In this era of capitalist decay, labor unions have reached a fork in the road. They can either take the path of militant class struggle and become a weapon for the workers and oppressed against the bosses and their state, or they can choose the path of pathetic compromise. This means trying in vain to prop up a dying system and begging the bosses for ever-diminishing table scraps.
More than ever before, American workers can see the wheels coming off the political system and they want a fighting alternative to the two capitalist parties. Despite this, unions are poised to spend record amounts to back the parties and politicians of the class enemy. This fall, hundreds of thousands of union workers will mobilize—not to fight, but to door knock and drum up votes for the bosses’ loyal servants.
The scale of union support for the bourgeois parties is shocking—and sickening. In 2020, American unions spent $1.8 billion to help elect mostly Democratic politicians. Public sector unions alone spent over $700 million on the 2022 midterm elections, dwarfing the $116 million all unions spent on strikes that year.
SEIU has pledged to spend $200 million in 2024. What are they spending it on? Their president, April Verrett, says workers, “Will take our energy from the strike lines to the ballot box to support candidates who side with us instead of price-gouging, union-busting corporations.” In his 2020 campaign, Wall Street’s champion, Joe Biden, benefited from $2.9 billion of largesses from financial executives and employees! He’s more than repaid their favor; four years on, union density is at a record low. This year, most unions are lining up behind his handpicked successor, Kamala Harris.

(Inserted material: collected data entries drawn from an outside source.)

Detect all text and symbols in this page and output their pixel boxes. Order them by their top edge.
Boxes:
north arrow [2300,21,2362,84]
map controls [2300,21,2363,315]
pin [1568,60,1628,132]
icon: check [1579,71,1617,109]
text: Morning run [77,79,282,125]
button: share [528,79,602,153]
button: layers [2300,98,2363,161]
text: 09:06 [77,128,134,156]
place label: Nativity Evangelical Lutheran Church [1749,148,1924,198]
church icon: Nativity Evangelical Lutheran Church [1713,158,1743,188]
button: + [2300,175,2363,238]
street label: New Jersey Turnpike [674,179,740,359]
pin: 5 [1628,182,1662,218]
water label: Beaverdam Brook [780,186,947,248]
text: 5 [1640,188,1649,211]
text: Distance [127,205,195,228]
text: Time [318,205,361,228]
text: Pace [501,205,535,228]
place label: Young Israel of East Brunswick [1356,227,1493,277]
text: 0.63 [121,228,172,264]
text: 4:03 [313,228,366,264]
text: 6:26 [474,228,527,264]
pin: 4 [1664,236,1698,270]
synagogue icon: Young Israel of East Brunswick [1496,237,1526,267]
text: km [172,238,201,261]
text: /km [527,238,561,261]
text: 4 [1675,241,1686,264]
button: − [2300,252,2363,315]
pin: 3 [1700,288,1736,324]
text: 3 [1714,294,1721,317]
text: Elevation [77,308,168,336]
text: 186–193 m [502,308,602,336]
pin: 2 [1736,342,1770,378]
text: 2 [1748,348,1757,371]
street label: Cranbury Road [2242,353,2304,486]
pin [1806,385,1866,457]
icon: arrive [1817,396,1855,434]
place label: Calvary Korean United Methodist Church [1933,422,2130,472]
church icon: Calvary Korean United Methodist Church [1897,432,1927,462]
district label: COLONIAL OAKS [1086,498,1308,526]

Compared with the pitiful sums invested in organizing, this heinous misuse of union dues is even more enraging. Tens of millions of American workers want to join a union right now but are unable to. In 2023, unions won a record 76% of NLRB elections. The prevailing pro-union mood calls for a militant mass unionization campaign. But labor leaders are stingy with organizing drives.
UAW president Shawn Fain made headlines by pledging just $40 million to organize the battery and electric vehicle industry. Workers United, whose parent union is SEIU, spent only $11.3 million last year on their flagship Starbucks organizing campaign. It’s not for lack of funds. America’s union tops are much better businessmen than class fighters. Net union assets increased an average of $1.5 billion per year in the decade following 2010, sitting at $32.7 billion in 2022.

Sean O’Brien, head of the Teamsters, is hedging his bets by courting Donald Trump and spoke at last month’s Republican National Convention.
Why do union leaders try to foster hope in failing two-party politics rather than class struggle? The trade union bureaucracy is a layer apart from the workers they represent, making a fine living off our dues. Take Mark McManus, president of the United Association of Pipe Trades; he made $428,000 in 2022. Douglas McCarron, leader of the United Brotherhood of Carpenters, raked in over half a million! These officials share an interest with the capitalists in keeping workers working, which ensures the flow of union dues to the bureaucrats and profits to the bosses. They are wined and dined by pro-capitalist politicians who make promises and offer scraps in return for electoral support.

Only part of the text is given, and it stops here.